Yesterday saw the continuation of the epic battle between tech giant Apple, and the beloved Fortnite developer. And this time it’s gone Epic’s way. Meeting in a virtual court hearing, and presumably after prolonged utterances of “can you hear me” and “you’re on mute, your honour,” presiding Californian Judge Yvonne Gonzalez Rogers made no move to remove the temporary ban of Fortnite from the App store. This was to remain in place whilst the larger battle continues. This concerns whether Apple is violating federal antitrust law, or until Gonzalez Rogers informs the two mega-corporations otherwise.
Epic at Frontier of Antitrust Law
The Californian Judge later described the debate as the very “frontier of antitrust law”. She continued that this would be heard in July 2021, and further recommended this take place in front of a jury. Anticipating a motion to appeal following the judgement, whichever way it goes, she said,
“”I know that I’m just a stepping stone for all of you. Whoever loses is going to take it up and say everything I did was wrong — that’s what litigators do. There’s no hard feelings, that’s the job. But I think it is important enough to understand what real people think. Do these security issues concern people or not?”
Apple continue their long fought feud with Epic
To recap for those not glued to the very edges of their seats, the background goes like this. Apple takes 30% from all purchases made though their App store. This applies unilaterally from the smallest indie development, to Fortnite, arguably the most successful game of the last decade. Epic, unhappy with the hundreds of millions already garnered from unguarded credit cards, decided this wasn’t quite enough. On August 13th, they deployed code buried in the Fortnite app. This effectively circumvented Apple’s watertight payment practice. Instead it enabled the purchase of in game commodities direct from the Epic store.

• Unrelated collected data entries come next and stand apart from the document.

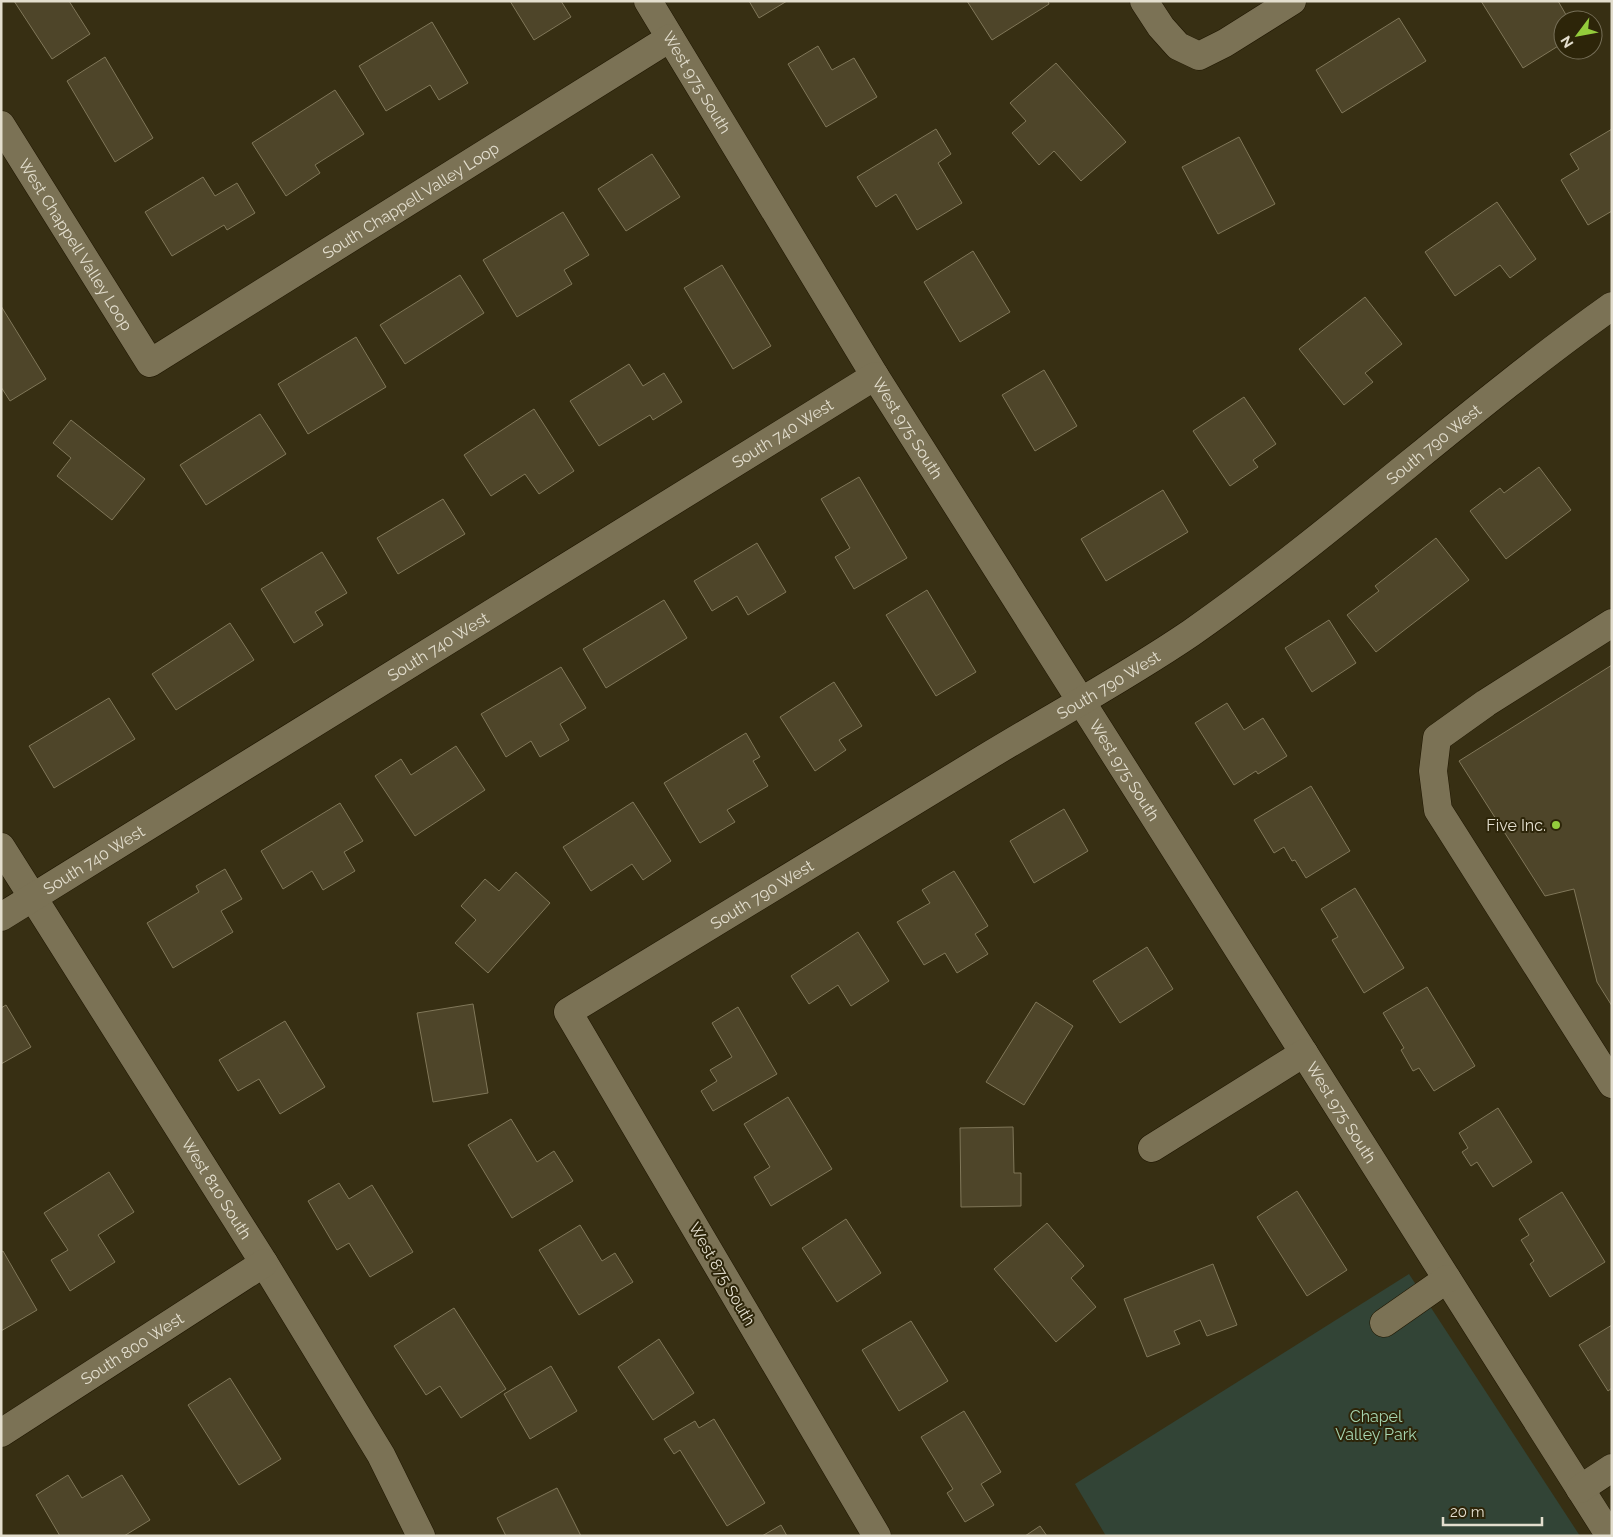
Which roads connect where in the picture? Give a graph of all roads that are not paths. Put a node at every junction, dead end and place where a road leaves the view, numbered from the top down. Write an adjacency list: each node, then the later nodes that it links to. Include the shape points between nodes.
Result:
1 (648, 1): 4 (street, West 975 South)
2 (1144, 1): 3 (street, via 1161,28 1178,46 1198,56)
3 (1292, 1)
4 (670, 38): 7 (street, South Chappell Valley Loop); 8 (street, West 975 South)
5 (1, 125): 7 (street, West Chappell Valley Loop)
6 (1612, 306): 10 (street, South 790 West, via 1551,350 1303,550 1191,633)
7 (150, 363)
8 (875, 376): 10 (street, West 975 South); 12 (street, South 740 West)
9 (1612, 623): 16 (street, via 1437,738 1433,771 1438,810)
10 (1081, 700): 14 (street, South 790 West); 15 (street, West 975 South)
11 (1, 847): 12 (street, West 810 South)
12 (33, 898): 13 (street, South 740 West); 18 (street, West 810 South)
13 (1, 917)
14 (568, 1012): 25 (street, West 875 South)
15 (1304, 1053): 17 (street); 19 (street, West 975 South)
16 (1612, 1084)
17 (1152, 1148)
18 (264, 1263): 21 (street, South 800 West); 24 (street, West 810 South, via 381,1455)
19 (1447, 1280): 20 (street); 23 (street, West 975 South)
20 (1384, 1322)
21 (1, 1433)
22 (1612, 1468): 23 (street)
23 (1580, 1489): 26 (street, West 975 South)
24 (421, 1536)
25 (876, 1536)
26 (1610, 1536)

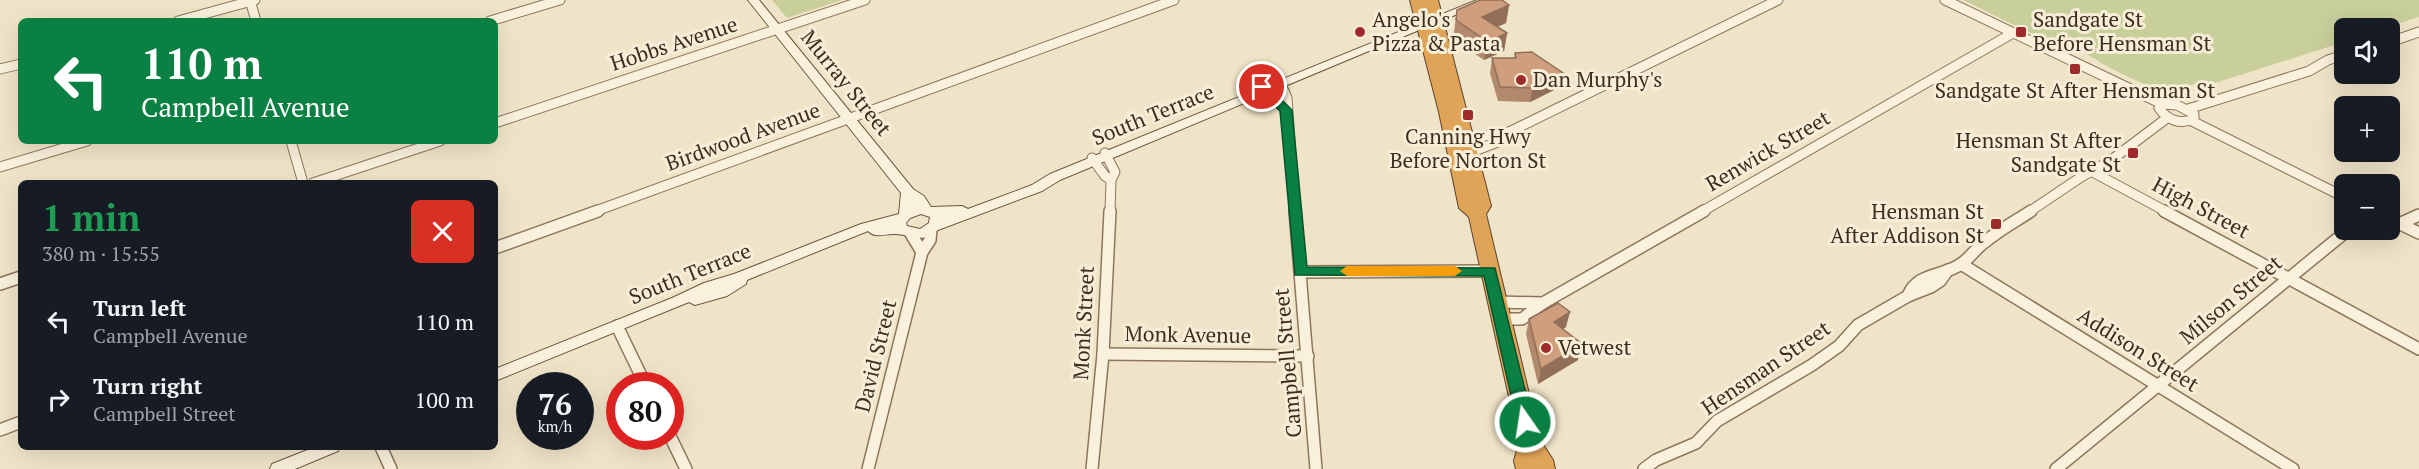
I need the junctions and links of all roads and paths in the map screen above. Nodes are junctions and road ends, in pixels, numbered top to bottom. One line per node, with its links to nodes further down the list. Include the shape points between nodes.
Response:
1 (252, 0): 12 (street); 13 (street)
2 (560, 0): 14 (street)
3 (753, 0): 15 (main road, Murray Street)
4 (865, 0): 15 (street, Hobbs Avenue)
5 (1174, 0): 27 (street, Birdwood Avenue)
6 (1417, 0): 11 (highway)
7 (1468, 0): 11 (main road, South Terrace)
8 (1486, 0): 11 (main road, South Terrace)
9 (1778, 0): 33 (street, via 1509,132 1500,141)
10 (1945, 0): 17 (street)
11 (1429, 16): 22 (main road, South Terrace); 33 (highway); 41 (highway, via 1468,208)
12 (189, 18)
13 (255, 18)
14 (498, 19)
15 (777, 29): 27 (main road, Murray Street); 29 (street, Hobbs Avenue)
16 (2419, 32): 18 (street)
17 (2013, 33): 23 (street); 57 (street, Renwick Street)
18 (2400, 39)
19 (2334, 58): 24 (street, via 2309,71)
20 (18, 65): 21 (street)
21 (0, 69)
22 (1272, 86): 25 (street); 25 (street, Campbell Street, via 1288,101); 34 (main road, South Terrace)
23 (2162, 104): 24 (street); 26 (street, via 2160,111)
24 (2188, 109): 28 (street, via 2193,114)
25 (1286, 110): 53 (street, Campbell Street)
26 (2167, 117): 28 (street); 36 (street, Hensman Street)
27 (850, 119): 39 (main road, Murray Street); 49 (street, Birdwood Avenue)
28 (2192, 121): 40 (street)
29 (498, 122)
30 (77, 144): 35 (street)
31 (292, 144): 37 (street)
32 (431, 144): 38 (street)
33 (1468, 146): 41 (highway, via 1482,206)
34 (1100, 157): 43 (main road, South Terrace, via 1037,188); 61 (street, Monk Street, via 1105,176 1111,180)
35 (0, 167)
36 (2091, 171): 51 (street, Hensman Street, via 1984,242); 55 (street, High Street)
37 (302, 180)
38 (322, 180)
39 (908, 192): 43 (main road, Murray Street, via 919,199); 45 (main road)
40 (2334, 192)
41 (1477, 214): 52 (highway)
42 (2419, 215): 44 (street)
43 (931, 220): 45 (main road); 45 (main road, via 914,210); 50 (street, David Street, via 930,240)
44 (2400, 220)
45 (905, 224): 50 (street); 59 (main road, South Terrace, via 866,227 719,282)
46 (2400, 224): 47 (street)
47 (2419, 233)
48 (2336, 240): 55 (street, Milson Street)
49 (498, 247)
50 (922, 252): 78 (street, David Street)
51 (1961, 264): 66 (street, Addison Street); 83 (street, Hensman Street, via 1948,270 1931,287 1858,325 1839,346 1717,421 1696,443)
52 (1490, 271): 53 (street); 58 (highway)
53 (1300, 272): 62 (street, Campbell Street)
54 (18, 278): 56 (street)
55 (2287, 279): 60 (street, High Street); 66 (street, Milson Street)
56 (0, 284)
57 (1543, 303): 58 (street, via 1526,301); 58 (street, Renwick Street, via 1522,319)
58 (1499, 310): 69 (highway)
59 (619, 328): 63 (street); 64 (main road, South Terrace); 65 (main road, South Terrace)
60 (2419, 349)
61 (1103, 354): 62 (street, Monk Avenue); 79 (street, Monk Street)
62 (1308, 356): 80 (street, Campbell Street)
63 (639, 372)
64 (498, 374)
65 (498, 381)
66 (2158, 385): 84 (street, Milson Street); 85 (street, Addison Street)
67 (18, 423): 68 (street)
68 (0, 430)
69 (1530, 442): 81 (highway); 82 (highway)
70 (311, 450): 74 (main road)
71 (325, 450): 75 (main road)
72 (382, 450): 76 (street)
73 (677, 450): 77 (street)
74 (264, 469)
75 (278, 469)
76 (391, 469)
77 (686, 469)
78 (868, 469)
79 (1092, 469)
80 (1316, 469)
81 (1527, 469)
82 (1544, 469)
83 (1644, 469)
84 (2056, 469)
85 (2293, 469)

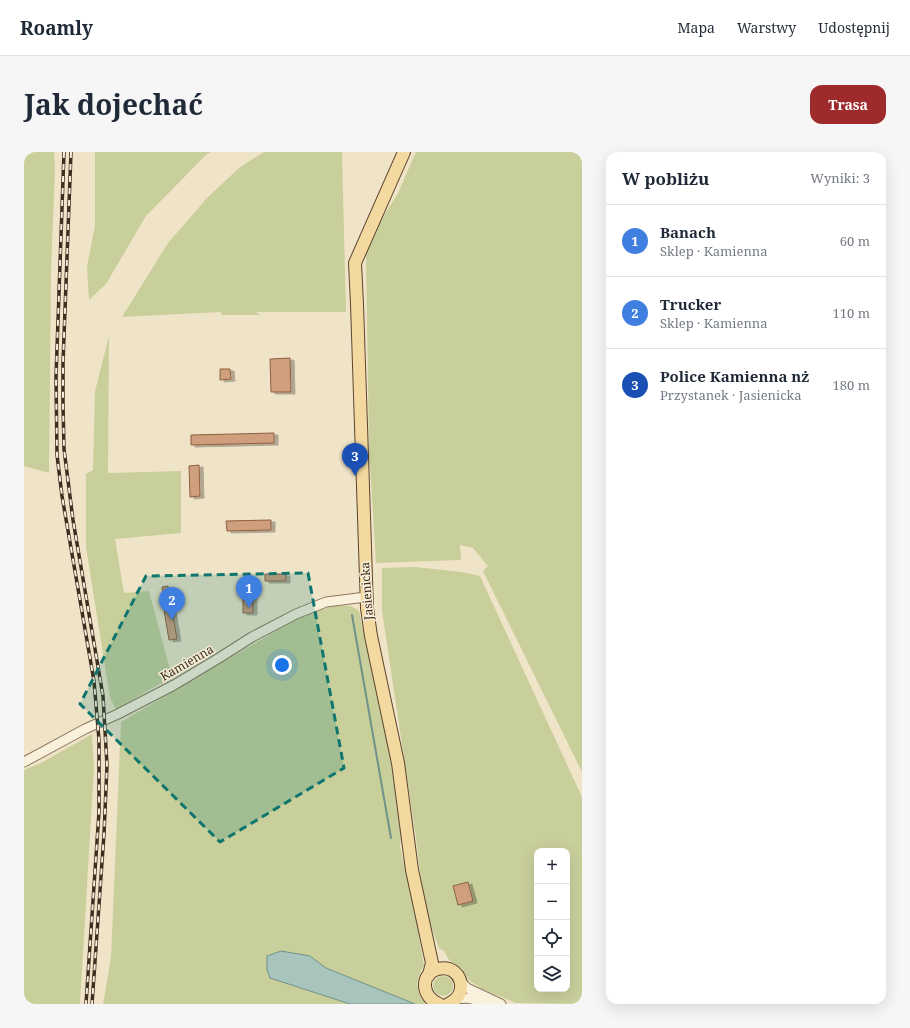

This led to an epic tantrum from Apple, seemingly equally dissatisfied with their recent valuation of over $2 trillion, just over the GDP of Italy. It pulled Fortnite from the App store, and threatened to withhold use of the Epic owned Unreal Engine from use by other developers on the store. The decision to ban the game was later upheld in court, pending further review. Epic responded arguing that Apple was out to crush it, and that the decision on use of the Unreal Engine on the App Store would do “irreparable harm” to the company. Gonzalez Rogers was having none of it,
“”There’s no case law that says that my billion-dollar company is losing some millions and so therefore that’s irreparable harm,”
A Long Wait Ahead
The hearing reached no immediate decision. But Gonzalez Rogers suggested that Apple let Fortnite return to the App store. She said that Epic could hold all takings in escrow until the case reached conclusion. Unwilling to commit completely, Apple’s lawyers said they would have to confer with the company, but noted that the suggestion could address a number of their concers.
Epic in turn seemed less than impressed with the suggestion, arguing that the court should not provide assistance to “unlawful provisions by monopolists”. Considering the case is to determine whether or not Apple indeed has a monopoly in this space, Gonzalez Rogers’ reply was somewhat predictable.
“I didn’t buy that argument before I’m not particularly impressed with it now,”
Battle of the Titans
So what can we gleam from this latest exchange? How much do the 250m strong Fortnite audience really care about the momentous mud-slinging between two faceless companies? Not much, I’d wager. What’s important is whether they can play their favourite game on their allotted device. Considering that this battle is being held simultaneously with the Google Play Store, right now a fair proportion cannot.
And judging by the July 2021 court date, and the foretold appeal from the presiding judge, it could well be a very long time before the opportunity for “just one more game” becomes a reality. Epic will get their day in court. But at this rate it could well be at the cost of their player base, who like all gamers will no doubt be enticed onto the next best thing to emerge in this wonderfully iterating, and emerging industry of accessible gaming.
If only Respawn would make TitanFall 2 for mobile. Now there’s a thought.